▸ TASK PROMPT
The response must consist of every record, restated word for word.

▸ INFORMATION
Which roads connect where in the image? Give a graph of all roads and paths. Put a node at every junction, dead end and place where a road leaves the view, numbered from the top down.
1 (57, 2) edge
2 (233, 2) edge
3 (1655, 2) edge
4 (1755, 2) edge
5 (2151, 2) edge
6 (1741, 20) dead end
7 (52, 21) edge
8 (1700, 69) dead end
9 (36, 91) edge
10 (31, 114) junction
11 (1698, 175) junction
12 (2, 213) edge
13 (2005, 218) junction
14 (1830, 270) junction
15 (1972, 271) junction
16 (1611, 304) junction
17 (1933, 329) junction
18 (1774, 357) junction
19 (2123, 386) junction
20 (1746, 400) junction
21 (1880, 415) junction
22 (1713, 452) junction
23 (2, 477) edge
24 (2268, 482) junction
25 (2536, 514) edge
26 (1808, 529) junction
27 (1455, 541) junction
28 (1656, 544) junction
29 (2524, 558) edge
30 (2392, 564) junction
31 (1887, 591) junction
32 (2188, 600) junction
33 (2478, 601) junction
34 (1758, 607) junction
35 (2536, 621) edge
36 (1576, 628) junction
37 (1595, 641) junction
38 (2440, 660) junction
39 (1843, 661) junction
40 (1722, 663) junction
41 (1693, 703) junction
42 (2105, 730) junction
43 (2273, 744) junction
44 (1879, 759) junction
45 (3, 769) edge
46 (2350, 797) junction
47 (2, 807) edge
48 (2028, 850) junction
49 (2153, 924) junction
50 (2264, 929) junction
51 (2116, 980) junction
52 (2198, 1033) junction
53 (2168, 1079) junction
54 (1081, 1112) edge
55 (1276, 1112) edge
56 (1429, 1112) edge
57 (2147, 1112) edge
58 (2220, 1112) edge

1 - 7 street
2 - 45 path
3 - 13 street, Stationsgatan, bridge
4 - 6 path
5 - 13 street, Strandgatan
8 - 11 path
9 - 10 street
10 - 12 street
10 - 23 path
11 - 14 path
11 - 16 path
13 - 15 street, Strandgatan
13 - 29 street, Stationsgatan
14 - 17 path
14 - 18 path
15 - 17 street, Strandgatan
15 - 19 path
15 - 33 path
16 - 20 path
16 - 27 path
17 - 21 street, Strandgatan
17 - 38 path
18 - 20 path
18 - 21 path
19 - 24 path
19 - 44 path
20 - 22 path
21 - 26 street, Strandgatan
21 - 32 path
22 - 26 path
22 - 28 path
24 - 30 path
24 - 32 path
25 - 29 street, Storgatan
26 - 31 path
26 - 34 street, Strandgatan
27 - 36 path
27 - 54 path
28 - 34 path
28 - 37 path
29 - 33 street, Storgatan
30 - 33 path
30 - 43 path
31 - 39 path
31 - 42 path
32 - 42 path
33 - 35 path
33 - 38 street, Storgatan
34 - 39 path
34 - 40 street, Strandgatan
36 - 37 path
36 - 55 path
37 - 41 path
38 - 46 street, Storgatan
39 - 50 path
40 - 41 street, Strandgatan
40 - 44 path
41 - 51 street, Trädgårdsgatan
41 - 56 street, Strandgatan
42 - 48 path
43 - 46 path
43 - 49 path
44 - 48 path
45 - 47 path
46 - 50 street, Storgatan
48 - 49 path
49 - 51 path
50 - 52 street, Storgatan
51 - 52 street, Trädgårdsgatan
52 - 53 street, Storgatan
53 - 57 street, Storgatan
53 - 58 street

▸ EXPECTED ANSWER
Which roads connect where in the image? Give a graph of all roads and paths. Put a node at every junction, dead end and place where a road leaves the view, numbered from the top down.
1 (57, 2) edge
2 (233, 2) edge
3 (1655, 2) edge
4 (1755, 2) edge
5 (2151, 2) edge
6 (1741, 20) dead end
7 (52, 21) edge
8 (1700, 69) dead end
9 (36, 91) edge
10 (31, 114) junction
11 (1698, 175) junction
12 (2, 213) edge
13 (2005, 218) junction
14 (1830, 270) junction
15 (1972, 271) junction
16 (1611, 304) junction
17 (1933, 329) junction
18 (1774, 357) junction
19 (2123, 386) junction
20 (1746, 400) junction
21 (1880, 415) junction
22 (1713, 452) junction
23 (2, 477) edge
24 (2268, 482) junction
25 (2536, 514) edge
26 (1808, 529) junction
27 (1455, 541) junction
28 (1656, 544) junction
29 (2524, 558) edge
30 (2392, 564) junction
31 (1887, 591) junction
32 (2188, 600) junction
33 (2478, 601) junction
34 (1758, 607) junction
35 (2536, 621) edge
36 (1576, 628) junction
37 (1595, 641) junction
38 (2440, 660) junction
39 (1843, 661) junction
40 (1722, 663) junction
41 (1693, 703) junction
42 (2105, 730) junction
43 (2273, 744) junction
44 (1879, 759) junction
45 (3, 769) edge
46 (2350, 797) junction
47 (2, 807) edge
48 (2028, 850) junction
49 (2153, 924) junction
50 (2264, 929) junction
51 (2116, 980) junction
52 (2198, 1033) junction
53 (2168, 1079) junction
54 (1081, 1112) edge
55 (1276, 1112) edge
56 (1429, 1112) edge
57 (2147, 1112) edge
58 (2220, 1112) edge

1 - 7 street
2 - 45 path
3 - 13 street, Stationsgatan, bridge
4 - 6 path
5 - 13 street, Strandgatan
8 - 11 path
9 - 10 street
10 - 12 street
10 - 23 path
11 - 14 path
11 - 16 path
13 - 15 street, Strandgatan
13 - 29 street, Stationsgatan
14 - 17 path
14 - 18 path
15 - 17 street, Strandgatan
15 - 19 path
15 - 33 path
16 - 20 path
16 - 27 path
17 - 21 street, Strandgatan
17 - 38 path
18 - 20 path
18 - 21 path
19 - 24 path
19 - 44 path
20 - 22 path
21 - 26 street, Strandgatan
21 - 32 path
22 - 26 path
22 - 28 path
24 - 30 path
24 - 32 path
25 - 29 street, Storgatan
26 - 31 path
26 - 34 street, Strandgatan
27 - 36 path
27 - 54 path
28 - 34 path
28 - 37 path
29 - 33 street, Storgatan
30 - 33 path
30 - 43 path
31 - 39 path
31 - 42 path
32 - 42 path
33 - 35 path
33 - 38 street, Storgatan
34 - 39 path
34 - 40 street, Strandgatan
36 - 37 path
36 - 55 path
37 - 41 path
38 - 46 street, Storgatan
39 - 50 path
40 - 41 street, Strandgatan
40 - 44 path
41 - 51 street, Trädgårdsgatan
41 - 56 street, Strandgatan
42 - 48 path
43 - 46 path
43 - 49 path
44 - 48 path
45 - 47 path
46 - 50 street, Storgatan
48 - 49 path
49 - 51 path
50 - 52 street, Storgatan
51 - 52 street, Trädgårdsgatan
52 - 53 street, Storgatan
53 - 57 street, Storgatan
53 - 58 street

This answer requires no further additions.